The lines to return are those below that contain the word "Dias".

__SOURCE RECORDS__
%%

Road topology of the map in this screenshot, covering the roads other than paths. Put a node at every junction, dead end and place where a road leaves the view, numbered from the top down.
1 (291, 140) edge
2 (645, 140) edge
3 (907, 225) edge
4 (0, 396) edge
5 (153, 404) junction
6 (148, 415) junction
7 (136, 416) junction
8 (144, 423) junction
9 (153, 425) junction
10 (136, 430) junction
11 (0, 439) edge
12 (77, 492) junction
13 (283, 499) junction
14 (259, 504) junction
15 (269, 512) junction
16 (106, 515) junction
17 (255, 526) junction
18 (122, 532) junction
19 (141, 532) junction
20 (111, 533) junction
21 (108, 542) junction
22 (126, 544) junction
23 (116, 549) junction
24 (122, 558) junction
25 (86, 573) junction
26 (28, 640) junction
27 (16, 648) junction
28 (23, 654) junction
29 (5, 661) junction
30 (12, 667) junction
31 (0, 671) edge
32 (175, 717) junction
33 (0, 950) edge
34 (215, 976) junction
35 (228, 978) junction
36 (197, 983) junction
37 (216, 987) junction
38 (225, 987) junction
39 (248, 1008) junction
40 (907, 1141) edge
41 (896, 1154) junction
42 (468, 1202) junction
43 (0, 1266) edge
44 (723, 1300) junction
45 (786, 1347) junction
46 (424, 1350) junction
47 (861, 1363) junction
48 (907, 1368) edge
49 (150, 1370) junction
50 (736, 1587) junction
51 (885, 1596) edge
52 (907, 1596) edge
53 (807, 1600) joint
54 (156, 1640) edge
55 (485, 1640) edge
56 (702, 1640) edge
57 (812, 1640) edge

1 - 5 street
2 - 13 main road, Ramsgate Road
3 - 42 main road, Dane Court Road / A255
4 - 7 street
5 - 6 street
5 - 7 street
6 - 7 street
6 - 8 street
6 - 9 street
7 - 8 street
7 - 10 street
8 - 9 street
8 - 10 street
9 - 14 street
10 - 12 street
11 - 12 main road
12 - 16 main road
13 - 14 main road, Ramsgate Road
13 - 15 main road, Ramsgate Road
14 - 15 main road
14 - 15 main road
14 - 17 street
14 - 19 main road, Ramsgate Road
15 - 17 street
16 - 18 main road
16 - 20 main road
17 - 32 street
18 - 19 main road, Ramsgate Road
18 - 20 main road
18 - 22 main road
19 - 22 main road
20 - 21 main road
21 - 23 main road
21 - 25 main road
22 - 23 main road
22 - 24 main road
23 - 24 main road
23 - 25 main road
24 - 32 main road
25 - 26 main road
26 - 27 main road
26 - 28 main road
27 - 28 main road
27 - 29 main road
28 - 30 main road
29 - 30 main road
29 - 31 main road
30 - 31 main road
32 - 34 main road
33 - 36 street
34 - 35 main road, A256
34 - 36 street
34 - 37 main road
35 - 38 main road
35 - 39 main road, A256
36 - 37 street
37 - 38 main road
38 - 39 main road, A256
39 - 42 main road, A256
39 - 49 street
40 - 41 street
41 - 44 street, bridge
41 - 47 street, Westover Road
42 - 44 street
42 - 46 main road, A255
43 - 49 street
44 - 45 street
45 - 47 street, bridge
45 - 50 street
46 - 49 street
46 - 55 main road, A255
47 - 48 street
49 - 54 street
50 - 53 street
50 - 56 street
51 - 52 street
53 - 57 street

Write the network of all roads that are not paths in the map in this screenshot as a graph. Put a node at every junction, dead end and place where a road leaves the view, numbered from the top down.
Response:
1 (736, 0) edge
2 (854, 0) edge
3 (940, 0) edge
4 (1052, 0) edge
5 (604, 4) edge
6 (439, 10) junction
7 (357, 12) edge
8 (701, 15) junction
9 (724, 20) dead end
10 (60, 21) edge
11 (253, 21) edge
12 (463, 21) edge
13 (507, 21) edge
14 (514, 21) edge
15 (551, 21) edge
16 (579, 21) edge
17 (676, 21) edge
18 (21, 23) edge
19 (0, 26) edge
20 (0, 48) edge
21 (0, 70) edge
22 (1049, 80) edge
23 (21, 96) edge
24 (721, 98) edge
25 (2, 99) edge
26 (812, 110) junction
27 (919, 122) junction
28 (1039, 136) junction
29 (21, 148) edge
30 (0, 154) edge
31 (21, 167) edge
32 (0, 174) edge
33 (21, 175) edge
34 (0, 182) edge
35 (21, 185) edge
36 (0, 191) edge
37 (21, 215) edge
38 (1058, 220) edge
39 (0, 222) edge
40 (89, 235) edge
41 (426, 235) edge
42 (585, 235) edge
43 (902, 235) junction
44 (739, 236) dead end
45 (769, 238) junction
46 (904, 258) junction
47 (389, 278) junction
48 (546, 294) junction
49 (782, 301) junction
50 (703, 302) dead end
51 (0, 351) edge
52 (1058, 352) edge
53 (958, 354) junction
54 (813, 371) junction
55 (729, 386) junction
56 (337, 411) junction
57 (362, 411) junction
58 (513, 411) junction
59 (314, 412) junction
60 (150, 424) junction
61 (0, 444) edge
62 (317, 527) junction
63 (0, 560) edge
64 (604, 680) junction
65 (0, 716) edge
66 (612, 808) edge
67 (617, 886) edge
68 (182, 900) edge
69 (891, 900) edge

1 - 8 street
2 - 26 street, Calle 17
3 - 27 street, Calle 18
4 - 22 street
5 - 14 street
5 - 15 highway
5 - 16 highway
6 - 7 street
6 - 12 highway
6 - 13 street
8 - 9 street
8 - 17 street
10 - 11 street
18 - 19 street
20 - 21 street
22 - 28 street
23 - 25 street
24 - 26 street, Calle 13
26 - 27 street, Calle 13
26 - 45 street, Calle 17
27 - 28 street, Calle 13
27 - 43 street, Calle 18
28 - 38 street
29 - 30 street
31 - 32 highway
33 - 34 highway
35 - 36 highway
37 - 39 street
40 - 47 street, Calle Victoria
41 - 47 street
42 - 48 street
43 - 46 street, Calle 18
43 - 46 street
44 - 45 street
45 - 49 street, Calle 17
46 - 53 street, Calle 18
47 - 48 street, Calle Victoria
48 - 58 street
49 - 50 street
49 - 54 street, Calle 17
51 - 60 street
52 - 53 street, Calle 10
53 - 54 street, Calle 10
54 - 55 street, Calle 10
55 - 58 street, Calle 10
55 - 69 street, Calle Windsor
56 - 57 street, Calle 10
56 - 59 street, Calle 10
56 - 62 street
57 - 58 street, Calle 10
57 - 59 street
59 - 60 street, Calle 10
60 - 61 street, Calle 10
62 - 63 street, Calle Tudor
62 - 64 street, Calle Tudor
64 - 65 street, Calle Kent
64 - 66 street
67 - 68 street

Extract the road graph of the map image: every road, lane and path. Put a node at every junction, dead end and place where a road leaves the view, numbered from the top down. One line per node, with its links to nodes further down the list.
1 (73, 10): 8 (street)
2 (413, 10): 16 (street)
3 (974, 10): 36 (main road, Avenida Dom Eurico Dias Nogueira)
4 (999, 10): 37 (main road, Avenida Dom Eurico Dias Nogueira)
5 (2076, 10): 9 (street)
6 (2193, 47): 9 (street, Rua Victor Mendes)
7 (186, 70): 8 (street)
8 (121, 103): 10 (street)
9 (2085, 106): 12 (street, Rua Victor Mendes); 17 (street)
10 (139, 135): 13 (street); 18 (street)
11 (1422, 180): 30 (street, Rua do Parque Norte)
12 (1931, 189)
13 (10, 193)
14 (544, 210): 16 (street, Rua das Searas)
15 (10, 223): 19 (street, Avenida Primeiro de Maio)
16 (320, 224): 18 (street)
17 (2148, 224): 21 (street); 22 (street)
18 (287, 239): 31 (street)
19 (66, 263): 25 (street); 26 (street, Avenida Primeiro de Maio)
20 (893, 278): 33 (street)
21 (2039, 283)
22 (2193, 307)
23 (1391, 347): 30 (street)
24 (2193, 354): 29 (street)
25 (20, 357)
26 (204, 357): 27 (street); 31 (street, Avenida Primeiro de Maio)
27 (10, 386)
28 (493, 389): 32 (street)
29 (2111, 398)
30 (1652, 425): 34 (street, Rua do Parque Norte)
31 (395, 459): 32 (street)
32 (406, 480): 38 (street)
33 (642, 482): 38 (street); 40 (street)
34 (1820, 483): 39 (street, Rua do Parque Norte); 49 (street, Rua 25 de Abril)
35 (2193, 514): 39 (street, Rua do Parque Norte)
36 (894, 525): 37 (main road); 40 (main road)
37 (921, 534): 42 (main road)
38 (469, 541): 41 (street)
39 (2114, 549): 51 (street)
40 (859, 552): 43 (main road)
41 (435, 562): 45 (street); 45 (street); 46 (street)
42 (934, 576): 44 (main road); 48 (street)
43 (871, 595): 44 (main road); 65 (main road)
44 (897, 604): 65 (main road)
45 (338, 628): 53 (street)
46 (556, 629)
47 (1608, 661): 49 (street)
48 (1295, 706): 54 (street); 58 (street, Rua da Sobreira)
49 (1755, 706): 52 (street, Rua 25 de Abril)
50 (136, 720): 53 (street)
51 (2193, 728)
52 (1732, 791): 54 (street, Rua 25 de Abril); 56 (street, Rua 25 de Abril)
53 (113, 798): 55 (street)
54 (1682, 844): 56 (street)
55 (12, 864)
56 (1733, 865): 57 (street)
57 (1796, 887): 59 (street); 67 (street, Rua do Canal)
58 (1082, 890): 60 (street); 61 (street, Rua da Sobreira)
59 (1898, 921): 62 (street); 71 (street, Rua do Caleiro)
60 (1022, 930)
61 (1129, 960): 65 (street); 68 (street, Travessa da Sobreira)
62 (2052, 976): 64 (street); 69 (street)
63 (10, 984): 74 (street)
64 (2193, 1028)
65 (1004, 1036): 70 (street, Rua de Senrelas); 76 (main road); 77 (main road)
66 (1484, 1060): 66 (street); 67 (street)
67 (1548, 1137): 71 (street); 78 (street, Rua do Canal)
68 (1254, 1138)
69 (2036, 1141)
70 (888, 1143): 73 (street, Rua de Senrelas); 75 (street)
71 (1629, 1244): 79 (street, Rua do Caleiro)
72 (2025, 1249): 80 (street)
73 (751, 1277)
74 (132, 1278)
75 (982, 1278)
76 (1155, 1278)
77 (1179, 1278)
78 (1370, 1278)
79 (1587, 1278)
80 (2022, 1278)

%%

__EXPECTED ANSWER__
3 (974, 10): 36 (main road, Avenida Dom Eurico Dias Nogueira)
4 (999, 10): 37 (main road, Avenida Dom Eurico Dias Nogueira)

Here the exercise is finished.